What the exercise asks. Every line that appears in the listing is to be set down verbatim.
[[ Recorded data, beginning ]]
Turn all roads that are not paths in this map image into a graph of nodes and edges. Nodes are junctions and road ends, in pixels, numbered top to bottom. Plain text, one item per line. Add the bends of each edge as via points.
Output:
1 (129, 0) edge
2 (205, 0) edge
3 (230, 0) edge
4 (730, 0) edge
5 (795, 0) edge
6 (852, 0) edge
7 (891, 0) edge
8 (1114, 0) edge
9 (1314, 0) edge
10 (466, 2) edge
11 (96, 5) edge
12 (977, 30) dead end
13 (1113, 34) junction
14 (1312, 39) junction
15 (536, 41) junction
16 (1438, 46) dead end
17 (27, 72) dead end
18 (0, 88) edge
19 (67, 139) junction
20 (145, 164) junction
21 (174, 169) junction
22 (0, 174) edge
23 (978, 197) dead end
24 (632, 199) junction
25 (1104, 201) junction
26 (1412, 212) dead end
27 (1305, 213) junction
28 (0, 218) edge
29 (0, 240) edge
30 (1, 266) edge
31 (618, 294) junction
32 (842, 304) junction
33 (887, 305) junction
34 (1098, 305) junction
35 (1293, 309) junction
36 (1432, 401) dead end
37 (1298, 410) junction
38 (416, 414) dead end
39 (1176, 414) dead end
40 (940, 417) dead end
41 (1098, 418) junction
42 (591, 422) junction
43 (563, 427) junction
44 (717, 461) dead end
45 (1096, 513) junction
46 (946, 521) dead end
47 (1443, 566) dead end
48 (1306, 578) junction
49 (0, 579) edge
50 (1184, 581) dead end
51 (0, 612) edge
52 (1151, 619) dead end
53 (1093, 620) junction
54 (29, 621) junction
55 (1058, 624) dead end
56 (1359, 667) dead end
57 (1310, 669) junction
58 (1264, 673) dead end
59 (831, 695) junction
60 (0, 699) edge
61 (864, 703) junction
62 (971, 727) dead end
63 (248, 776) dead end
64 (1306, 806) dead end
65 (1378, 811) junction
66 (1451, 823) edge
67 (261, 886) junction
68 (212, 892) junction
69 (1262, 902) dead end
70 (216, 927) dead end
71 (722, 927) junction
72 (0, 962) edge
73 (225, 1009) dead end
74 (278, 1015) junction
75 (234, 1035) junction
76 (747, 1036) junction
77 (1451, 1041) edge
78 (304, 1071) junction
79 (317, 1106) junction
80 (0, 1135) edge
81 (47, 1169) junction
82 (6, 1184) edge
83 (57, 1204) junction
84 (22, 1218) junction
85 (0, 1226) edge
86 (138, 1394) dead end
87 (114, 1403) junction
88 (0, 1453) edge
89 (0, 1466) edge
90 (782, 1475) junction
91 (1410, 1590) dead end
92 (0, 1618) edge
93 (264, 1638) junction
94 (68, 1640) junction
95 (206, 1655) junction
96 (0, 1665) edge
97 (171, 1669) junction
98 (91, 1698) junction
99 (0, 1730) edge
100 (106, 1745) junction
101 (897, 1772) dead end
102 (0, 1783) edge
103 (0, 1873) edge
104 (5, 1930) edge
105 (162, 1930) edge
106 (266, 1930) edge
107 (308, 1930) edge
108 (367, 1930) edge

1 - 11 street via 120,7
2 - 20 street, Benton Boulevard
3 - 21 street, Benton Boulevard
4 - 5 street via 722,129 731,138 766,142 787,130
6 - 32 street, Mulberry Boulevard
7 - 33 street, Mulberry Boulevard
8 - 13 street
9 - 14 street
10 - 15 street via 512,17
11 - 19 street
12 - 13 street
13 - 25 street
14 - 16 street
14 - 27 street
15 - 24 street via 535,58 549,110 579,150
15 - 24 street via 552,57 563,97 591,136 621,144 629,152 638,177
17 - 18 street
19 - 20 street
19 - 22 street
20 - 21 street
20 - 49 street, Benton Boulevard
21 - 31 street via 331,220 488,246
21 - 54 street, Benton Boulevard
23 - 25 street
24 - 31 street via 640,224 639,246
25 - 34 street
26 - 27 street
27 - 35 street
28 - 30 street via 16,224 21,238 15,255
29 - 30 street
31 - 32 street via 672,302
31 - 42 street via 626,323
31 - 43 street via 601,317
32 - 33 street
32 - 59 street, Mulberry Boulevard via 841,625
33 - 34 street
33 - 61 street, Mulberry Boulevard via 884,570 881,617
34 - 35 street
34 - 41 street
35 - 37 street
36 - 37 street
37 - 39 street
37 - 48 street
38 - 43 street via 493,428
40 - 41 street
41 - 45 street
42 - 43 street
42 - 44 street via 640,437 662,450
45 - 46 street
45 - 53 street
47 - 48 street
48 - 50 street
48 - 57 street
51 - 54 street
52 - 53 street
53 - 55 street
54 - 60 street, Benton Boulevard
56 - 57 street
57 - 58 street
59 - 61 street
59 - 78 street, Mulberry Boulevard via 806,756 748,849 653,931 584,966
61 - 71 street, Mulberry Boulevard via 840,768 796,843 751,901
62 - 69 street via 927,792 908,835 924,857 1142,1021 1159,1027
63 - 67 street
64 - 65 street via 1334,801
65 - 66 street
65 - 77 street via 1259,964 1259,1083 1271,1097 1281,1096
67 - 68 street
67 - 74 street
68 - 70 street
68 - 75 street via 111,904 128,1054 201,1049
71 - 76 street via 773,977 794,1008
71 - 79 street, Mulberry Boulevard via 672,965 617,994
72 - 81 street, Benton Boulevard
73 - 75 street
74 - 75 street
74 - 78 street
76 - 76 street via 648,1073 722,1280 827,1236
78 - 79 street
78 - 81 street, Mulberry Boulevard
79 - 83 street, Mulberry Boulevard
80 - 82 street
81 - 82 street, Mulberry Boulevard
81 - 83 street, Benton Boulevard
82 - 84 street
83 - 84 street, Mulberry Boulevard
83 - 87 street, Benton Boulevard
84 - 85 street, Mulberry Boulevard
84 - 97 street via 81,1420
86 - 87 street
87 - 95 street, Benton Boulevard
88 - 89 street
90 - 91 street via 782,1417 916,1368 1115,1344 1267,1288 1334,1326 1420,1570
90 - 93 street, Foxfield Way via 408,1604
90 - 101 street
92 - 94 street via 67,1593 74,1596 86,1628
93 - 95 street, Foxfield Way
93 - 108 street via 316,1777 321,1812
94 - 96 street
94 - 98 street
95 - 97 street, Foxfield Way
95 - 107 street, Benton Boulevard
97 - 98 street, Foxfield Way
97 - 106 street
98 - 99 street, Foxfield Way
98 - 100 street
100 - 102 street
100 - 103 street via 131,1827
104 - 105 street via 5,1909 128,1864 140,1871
[[ Recorded data, end ]]
Answer section.
Turn all roads that are not paths in this map image into a graph of nodes and edges. Nodes are junctions and road ends, in pixels, numbered top to bottom. Plain text, one item per line. Add the bends of each edge as via points.
Output:
1 (129, 0) edge
2 (205, 0) edge
3 (230, 0) edge
4 (730, 0) edge
5 (795, 0) edge
6 (852, 0) edge
7 (891, 0) edge
8 (1114, 0) edge
9 (1314, 0) edge
10 (466, 2) edge
11 (96, 5) edge
12 (977, 30) dead end
13 (1113, 34) junction
14 (1312, 39) junction
15 (536, 41) junction
16 (1438, 46) dead end
17 (27, 72) dead end
18 (0, 88) edge
19 (67, 139) junction
20 (145, 164) junction
21 (174, 169) junction
22 (0, 174) edge
23 (978, 197) dead end
24 (632, 199) junction
25 (1104, 201) junction
26 (1412, 212) dead end
27 (1305, 213) junction
28 (0, 218) edge
29 (0, 240) edge
30 (1, 266) edge
31 (618, 294) junction
32 (842, 304) junction
33 (887, 305) junction
34 (1098, 305) junction
35 (1293, 309) junction
36 (1432, 401) dead end
37 (1298, 410) junction
38 (416, 414) dead end
39 (1176, 414) dead end
40 (940, 417) dead end
41 (1098, 418) junction
42 (591, 422) junction
43 (563, 427) junction
44 (717, 461) dead end
45 (1096, 513) junction
46 (946, 521) dead end
47 (1443, 566) dead end
48 (1306, 578) junction
49 (0, 579) edge
50 (1184, 581) dead end
51 (0, 612) edge
52 (1151, 619) dead end
53 (1093, 620) junction
54 (29, 621) junction
55 (1058, 624) dead end
56 (1359, 667) dead end
57 (1310, 669) junction
58 (1264, 673) dead end
59 (831, 695) junction
60 (0, 699) edge
61 (864, 703) junction
62 (971, 727) dead end
63 (248, 776) dead end
64 (1306, 806) dead end
65 (1378, 811) junction
66 (1451, 823) edge
67 (261, 886) junction
68 (212, 892) junction
69 (1262, 902) dead end
70 (216, 927) dead end
71 (722, 927) junction
72 (0, 962) edge
73 (225, 1009) dead end
74 (278, 1015) junction
75 (234, 1035) junction
76 (747, 1036) junction
77 (1451, 1041) edge
78 (304, 1071) junction
79 (317, 1106) junction
80 (0, 1135) edge
81 (47, 1169) junction
82 (6, 1184) edge
83 (57, 1204) junction
84 (22, 1218) junction
85 (0, 1226) edge
86 (138, 1394) dead end
87 (114, 1403) junction
88 (0, 1453) edge
89 (0, 1466) edge
90 (782, 1475) junction
91 (1410, 1590) dead end
92 (0, 1618) edge
93 (264, 1638) junction
94 (68, 1640) junction
95 (206, 1655) junction
96 (0, 1665) edge
97 (171, 1669) junction
98 (91, 1698) junction
99 (0, 1730) edge
100 (106, 1745) junction
101 (897, 1772) dead end
102 (0, 1783) edge
103 (0, 1873) edge
104 (5, 1930) edge
105 (162, 1930) edge
106 (266, 1930) edge
107 (308, 1930) edge
108 (367, 1930) edge

1 - 11 street via 120,7
2 - 20 street, Benton Boulevard
3 - 21 street, Benton Boulevard
4 - 5 street via 722,129 731,138 766,142 787,130
6 - 32 street, Mulberry Boulevard
7 - 33 street, Mulberry Boulevard
8 - 13 street
9 - 14 street
10 - 15 street via 512,17
11 - 19 street
12 - 13 street
13 - 25 street
14 - 16 street
14 - 27 street
15 - 24 street via 535,58 549,110 579,150
15 - 24 street via 552,57 563,97 591,136 621,144 629,152 638,177
17 - 18 street
19 - 20 street
19 - 22 street
20 - 21 street
20 - 49 street, Benton Boulevard
21 - 31 street via 331,220 488,246
21 - 54 street, Benton Boulevard
23 - 25 street
24 - 31 street via 640,224 639,246
25 - 34 street
26 - 27 street
27 - 35 street
28 - 30 street via 16,224 21,238 15,255
29 - 30 street
31 - 32 street via 672,302
31 - 42 street via 626,323
31 - 43 street via 601,317
32 - 33 street
32 - 59 street, Mulberry Boulevard via 841,625
33 - 34 street
33 - 61 street, Mulberry Boulevard via 884,570 881,617
34 - 35 street
34 - 41 street
35 - 37 street
36 - 37 street
37 - 39 street
37 - 48 street
38 - 43 street via 493,428
40 - 41 street
41 - 45 street
42 - 43 street
42 - 44 street via 640,437 662,450
45 - 46 street
45 - 53 street
47 - 48 street
48 - 50 street
48 - 57 street
51 - 54 street
52 - 53 street
53 - 55 street
54 - 60 street, Benton Boulevard
56 - 57 street
57 - 58 street
59 - 61 street
59 - 78 street, Mulberry Boulevard via 806,756 748,849 653,931 584,966
61 - 71 street, Mulberry Boulevard via 840,768 796,843 751,901
62 - 69 street via 927,792 908,835 924,857 1142,1021 1159,1027
63 - 67 street
64 - 65 street via 1334,801
65 - 66 street
65 - 77 street via 1259,964 1259,1083 1271,1097 1281,1096
67 - 68 street
67 - 74 street
68 - 70 street
68 - 75 street via 111,904 128,1054 201,1049
71 - 76 street via 773,977 794,1008
71 - 79 street, Mulberry Boulevard via 672,965 617,994
72 - 81 street, Benton Boulevard
73 - 75 street
74 - 75 street
74 - 78 street
76 - 76 street via 648,1073 722,1280 827,1236
78 - 79 street
78 - 81 street, Mulberry Boulevard
79 - 83 street, Mulberry Boulevard
80 - 82 street
81 - 82 street, Mulberry Boulevard
81 - 83 street, Benton Boulevard
82 - 84 street
83 - 84 street, Mulberry Boulevard
83 - 87 street, Benton Boulevard
84 - 85 street, Mulberry Boulevard
84 - 97 street via 81,1420
86 - 87 street
87 - 95 street, Benton Boulevard
88 - 89 street
90 - 91 street via 782,1417 916,1368 1115,1344 1267,1288 1334,1326 1420,1570
90 - 93 street, Foxfield Way via 408,1604
90 - 101 street
92 - 94 street via 67,1593 74,1596 86,1628
93 - 95 street, Foxfield Way
93 - 108 street via 316,1777 321,1812
94 - 96 street
94 - 98 street
95 - 97 street, Foxfield Way
95 - 107 street, Benton Boulevard
97 - 98 street, Foxfield Way
97 - 106 street
98 - 99 street, Foxfield Way
98 - 100 street
100 - 102 street
100 - 103 street via 131,1827
104 - 105 street via 5,1909 128,1864 140,1871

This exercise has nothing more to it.